------ DATA PROVIDED

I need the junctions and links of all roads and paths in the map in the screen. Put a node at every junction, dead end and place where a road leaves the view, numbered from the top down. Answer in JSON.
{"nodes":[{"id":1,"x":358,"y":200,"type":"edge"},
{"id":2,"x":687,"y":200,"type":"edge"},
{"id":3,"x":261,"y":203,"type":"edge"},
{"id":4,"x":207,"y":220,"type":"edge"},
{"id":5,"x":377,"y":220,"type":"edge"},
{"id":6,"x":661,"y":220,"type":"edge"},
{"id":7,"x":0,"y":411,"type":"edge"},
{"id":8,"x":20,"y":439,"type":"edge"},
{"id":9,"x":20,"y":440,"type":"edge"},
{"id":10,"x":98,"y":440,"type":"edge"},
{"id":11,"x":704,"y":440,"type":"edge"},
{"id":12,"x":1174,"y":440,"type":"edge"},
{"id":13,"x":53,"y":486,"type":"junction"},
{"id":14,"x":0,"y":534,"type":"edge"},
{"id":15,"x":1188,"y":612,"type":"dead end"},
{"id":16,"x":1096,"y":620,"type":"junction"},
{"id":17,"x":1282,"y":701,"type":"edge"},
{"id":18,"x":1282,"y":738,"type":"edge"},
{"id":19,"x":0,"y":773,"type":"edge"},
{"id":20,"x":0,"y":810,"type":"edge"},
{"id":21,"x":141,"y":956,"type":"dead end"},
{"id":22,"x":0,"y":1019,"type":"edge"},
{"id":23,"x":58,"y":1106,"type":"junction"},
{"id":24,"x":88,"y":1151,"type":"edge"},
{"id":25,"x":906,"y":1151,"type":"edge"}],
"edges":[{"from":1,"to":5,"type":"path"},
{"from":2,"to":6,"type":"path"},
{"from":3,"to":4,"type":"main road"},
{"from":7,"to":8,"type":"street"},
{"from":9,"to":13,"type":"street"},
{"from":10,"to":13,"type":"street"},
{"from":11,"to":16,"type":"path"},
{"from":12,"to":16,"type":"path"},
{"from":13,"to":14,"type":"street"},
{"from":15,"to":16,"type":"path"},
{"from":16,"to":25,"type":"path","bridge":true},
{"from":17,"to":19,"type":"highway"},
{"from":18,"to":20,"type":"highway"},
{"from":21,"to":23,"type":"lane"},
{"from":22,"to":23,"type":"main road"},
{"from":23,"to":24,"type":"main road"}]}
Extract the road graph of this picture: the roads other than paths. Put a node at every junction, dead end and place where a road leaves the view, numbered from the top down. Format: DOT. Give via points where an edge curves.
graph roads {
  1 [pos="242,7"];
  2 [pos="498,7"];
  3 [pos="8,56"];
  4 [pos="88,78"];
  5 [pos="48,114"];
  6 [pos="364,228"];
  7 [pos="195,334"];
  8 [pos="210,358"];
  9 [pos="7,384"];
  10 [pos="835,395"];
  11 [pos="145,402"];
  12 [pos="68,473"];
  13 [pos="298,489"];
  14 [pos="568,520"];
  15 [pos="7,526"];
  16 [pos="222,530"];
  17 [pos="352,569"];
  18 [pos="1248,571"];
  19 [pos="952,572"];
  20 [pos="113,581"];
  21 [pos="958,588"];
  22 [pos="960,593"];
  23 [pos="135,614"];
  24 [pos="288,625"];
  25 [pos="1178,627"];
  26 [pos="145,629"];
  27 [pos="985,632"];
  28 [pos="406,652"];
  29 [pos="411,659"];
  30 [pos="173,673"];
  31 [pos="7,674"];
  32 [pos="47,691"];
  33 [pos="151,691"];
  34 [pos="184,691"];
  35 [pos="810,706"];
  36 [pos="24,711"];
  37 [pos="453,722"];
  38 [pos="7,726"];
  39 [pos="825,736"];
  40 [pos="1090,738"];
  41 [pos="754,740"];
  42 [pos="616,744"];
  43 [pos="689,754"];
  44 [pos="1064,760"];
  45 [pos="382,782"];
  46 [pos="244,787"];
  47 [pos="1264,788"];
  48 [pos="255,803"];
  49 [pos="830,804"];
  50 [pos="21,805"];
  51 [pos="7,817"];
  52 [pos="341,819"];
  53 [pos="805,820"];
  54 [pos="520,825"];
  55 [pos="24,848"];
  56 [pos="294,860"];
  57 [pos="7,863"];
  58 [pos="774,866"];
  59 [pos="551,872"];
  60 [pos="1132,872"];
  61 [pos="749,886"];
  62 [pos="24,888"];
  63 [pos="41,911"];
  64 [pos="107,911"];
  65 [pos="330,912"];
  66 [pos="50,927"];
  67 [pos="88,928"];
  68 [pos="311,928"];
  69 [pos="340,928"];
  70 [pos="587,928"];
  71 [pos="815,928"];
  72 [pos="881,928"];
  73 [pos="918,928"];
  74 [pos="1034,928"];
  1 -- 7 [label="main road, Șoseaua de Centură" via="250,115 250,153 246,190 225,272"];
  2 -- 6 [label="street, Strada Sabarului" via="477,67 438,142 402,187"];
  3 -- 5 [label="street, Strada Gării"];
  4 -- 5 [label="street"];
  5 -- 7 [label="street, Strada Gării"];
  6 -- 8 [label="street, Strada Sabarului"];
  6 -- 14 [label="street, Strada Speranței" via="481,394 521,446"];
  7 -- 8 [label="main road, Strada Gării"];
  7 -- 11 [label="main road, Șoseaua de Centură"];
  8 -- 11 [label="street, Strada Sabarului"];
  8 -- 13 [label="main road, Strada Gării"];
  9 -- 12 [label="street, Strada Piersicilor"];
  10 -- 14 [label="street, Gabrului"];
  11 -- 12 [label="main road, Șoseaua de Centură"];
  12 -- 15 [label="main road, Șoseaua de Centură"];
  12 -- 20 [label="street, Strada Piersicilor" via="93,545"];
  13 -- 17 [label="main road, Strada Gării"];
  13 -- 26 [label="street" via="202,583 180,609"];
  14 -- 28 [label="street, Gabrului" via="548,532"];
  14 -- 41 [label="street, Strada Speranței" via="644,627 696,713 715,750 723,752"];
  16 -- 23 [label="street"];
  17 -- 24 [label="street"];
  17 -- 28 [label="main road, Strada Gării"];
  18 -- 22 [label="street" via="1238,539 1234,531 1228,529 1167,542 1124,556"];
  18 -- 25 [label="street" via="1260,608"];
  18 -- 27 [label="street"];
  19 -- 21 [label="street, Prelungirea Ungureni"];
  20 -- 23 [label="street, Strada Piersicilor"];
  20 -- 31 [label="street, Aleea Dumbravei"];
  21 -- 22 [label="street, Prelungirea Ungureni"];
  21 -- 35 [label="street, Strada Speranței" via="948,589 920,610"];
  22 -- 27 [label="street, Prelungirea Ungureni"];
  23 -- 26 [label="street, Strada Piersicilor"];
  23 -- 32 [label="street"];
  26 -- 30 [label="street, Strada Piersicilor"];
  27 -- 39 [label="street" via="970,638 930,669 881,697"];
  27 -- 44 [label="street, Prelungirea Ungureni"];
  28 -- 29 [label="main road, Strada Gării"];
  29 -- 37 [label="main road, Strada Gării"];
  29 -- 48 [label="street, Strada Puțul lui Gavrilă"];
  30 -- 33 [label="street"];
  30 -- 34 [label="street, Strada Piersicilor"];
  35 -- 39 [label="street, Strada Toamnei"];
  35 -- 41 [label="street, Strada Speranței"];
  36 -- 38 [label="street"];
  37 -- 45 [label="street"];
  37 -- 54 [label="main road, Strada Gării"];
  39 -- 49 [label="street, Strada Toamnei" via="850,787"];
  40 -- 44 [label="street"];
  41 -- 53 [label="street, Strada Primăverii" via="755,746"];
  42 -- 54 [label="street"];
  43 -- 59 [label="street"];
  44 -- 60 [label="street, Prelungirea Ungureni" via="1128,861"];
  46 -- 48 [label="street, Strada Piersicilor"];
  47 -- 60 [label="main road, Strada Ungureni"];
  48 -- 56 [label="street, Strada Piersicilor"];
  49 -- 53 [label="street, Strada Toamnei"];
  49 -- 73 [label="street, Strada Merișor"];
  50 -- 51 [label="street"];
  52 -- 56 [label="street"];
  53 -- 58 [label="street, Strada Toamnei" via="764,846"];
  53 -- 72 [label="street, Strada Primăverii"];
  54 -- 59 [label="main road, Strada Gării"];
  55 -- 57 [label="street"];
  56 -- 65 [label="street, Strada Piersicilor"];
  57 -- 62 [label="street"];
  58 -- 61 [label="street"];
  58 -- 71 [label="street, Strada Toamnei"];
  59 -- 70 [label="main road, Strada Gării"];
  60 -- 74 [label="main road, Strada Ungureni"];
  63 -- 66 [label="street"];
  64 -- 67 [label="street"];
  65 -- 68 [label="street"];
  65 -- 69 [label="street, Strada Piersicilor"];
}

------------

### TASK BRIEF
Please copy every line from the entries that includes the word "Primăverii".

### ANSWER TO THIS PROBLEM
  41 -- 53 [label="street, Strada Primăverii" via="755,746"];
  53 -- 72 [label="street, Strada Primăverii"];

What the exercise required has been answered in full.